▸ **TASK STATEMENT**:
Go over the entries and report the lines where the word "Hoàng" occurs.
(THE DATA begins)
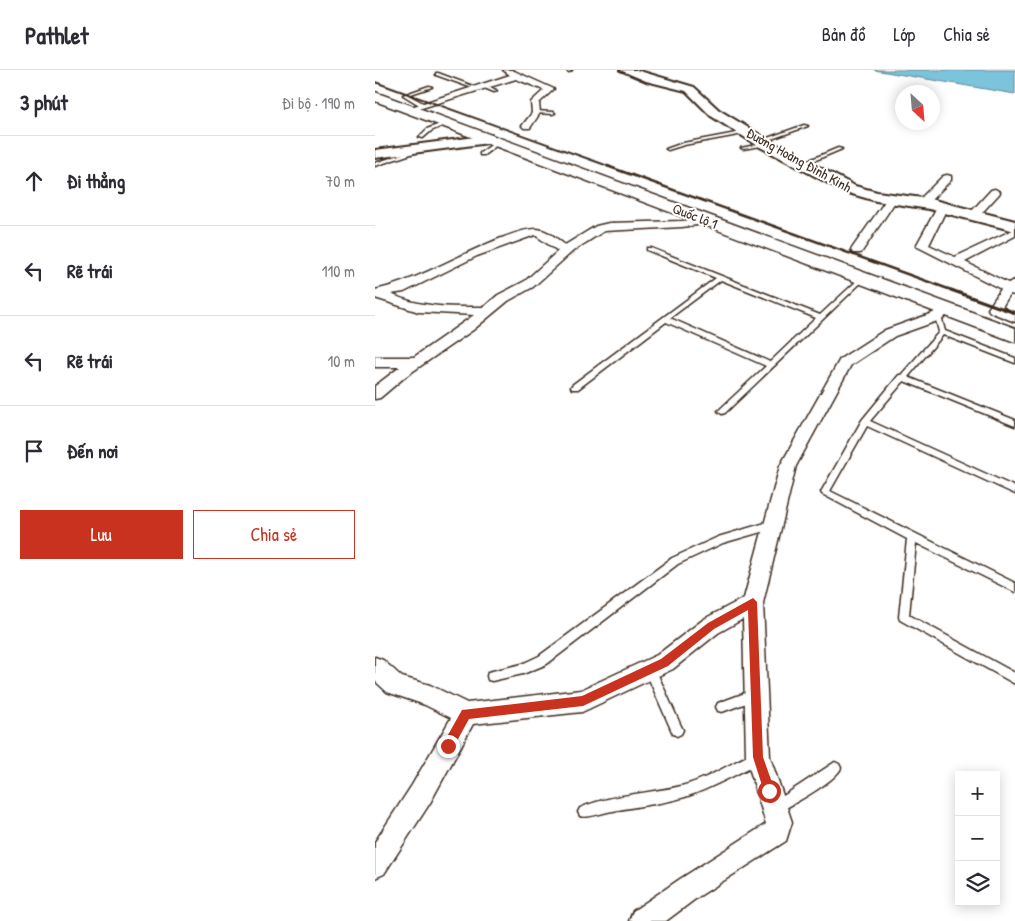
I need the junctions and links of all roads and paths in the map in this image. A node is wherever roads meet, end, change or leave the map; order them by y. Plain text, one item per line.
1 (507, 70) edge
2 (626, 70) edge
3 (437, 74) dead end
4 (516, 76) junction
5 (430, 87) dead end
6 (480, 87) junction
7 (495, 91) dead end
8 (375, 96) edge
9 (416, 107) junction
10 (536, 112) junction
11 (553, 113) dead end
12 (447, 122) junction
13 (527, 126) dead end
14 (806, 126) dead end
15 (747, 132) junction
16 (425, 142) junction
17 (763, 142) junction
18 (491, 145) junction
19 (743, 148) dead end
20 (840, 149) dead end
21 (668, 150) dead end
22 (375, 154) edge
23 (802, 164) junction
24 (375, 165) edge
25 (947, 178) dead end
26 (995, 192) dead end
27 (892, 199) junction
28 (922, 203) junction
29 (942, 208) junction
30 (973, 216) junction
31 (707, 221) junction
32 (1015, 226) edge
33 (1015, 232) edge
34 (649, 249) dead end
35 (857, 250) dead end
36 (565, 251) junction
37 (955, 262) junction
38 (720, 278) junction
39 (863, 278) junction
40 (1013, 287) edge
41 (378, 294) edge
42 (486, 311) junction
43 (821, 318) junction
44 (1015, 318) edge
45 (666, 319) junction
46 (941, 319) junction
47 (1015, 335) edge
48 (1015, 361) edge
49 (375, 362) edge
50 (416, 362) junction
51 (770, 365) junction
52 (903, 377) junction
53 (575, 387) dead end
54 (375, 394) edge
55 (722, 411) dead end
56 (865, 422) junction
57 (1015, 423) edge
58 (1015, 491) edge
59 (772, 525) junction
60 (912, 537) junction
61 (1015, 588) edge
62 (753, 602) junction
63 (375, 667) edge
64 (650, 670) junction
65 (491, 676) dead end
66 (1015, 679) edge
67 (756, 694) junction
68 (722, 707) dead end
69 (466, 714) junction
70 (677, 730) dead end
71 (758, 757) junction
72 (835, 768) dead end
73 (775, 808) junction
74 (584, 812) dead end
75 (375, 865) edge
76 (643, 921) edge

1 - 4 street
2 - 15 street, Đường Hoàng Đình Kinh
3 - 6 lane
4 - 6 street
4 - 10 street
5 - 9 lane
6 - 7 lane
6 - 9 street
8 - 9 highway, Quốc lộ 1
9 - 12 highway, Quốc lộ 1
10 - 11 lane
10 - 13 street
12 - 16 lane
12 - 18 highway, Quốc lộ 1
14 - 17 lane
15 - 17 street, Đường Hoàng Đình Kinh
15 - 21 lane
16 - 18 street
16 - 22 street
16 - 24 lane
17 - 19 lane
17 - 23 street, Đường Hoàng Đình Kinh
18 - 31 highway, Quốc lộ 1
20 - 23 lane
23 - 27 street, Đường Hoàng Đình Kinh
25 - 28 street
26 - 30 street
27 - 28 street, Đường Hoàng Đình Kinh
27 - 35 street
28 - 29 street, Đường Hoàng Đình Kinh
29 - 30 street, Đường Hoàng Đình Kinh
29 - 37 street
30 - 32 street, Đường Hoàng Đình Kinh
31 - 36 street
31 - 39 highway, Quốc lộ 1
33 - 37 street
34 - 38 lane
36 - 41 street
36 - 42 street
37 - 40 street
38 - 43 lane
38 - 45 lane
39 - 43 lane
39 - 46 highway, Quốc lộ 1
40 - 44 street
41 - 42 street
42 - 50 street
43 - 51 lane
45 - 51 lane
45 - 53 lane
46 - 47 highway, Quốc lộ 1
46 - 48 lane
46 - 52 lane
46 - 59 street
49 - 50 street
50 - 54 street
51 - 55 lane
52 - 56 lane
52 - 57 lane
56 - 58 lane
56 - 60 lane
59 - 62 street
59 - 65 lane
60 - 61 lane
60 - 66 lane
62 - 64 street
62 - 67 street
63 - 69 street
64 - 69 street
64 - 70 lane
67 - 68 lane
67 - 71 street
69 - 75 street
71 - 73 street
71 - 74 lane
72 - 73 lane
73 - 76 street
(THE DATA ends)
▸ **FINISHED EXERCISE**:
2 - 15 street, Đường Hoàng Đình Kinh
15 - 17 street, Đường Hoàng Đình Kinh
17 - 23 street, Đường Hoàng Đình Kinh
23 - 27 street, Đường Hoàng Đình Kinh
27 - 28 street, Đường Hoàng Đình Kinh
28 - 29 street, Đường Hoàng Đình Kinh
29 - 30 street, Đường Hoàng Đình Kinh
30 - 32 street, Đường Hoàng Đình Kinh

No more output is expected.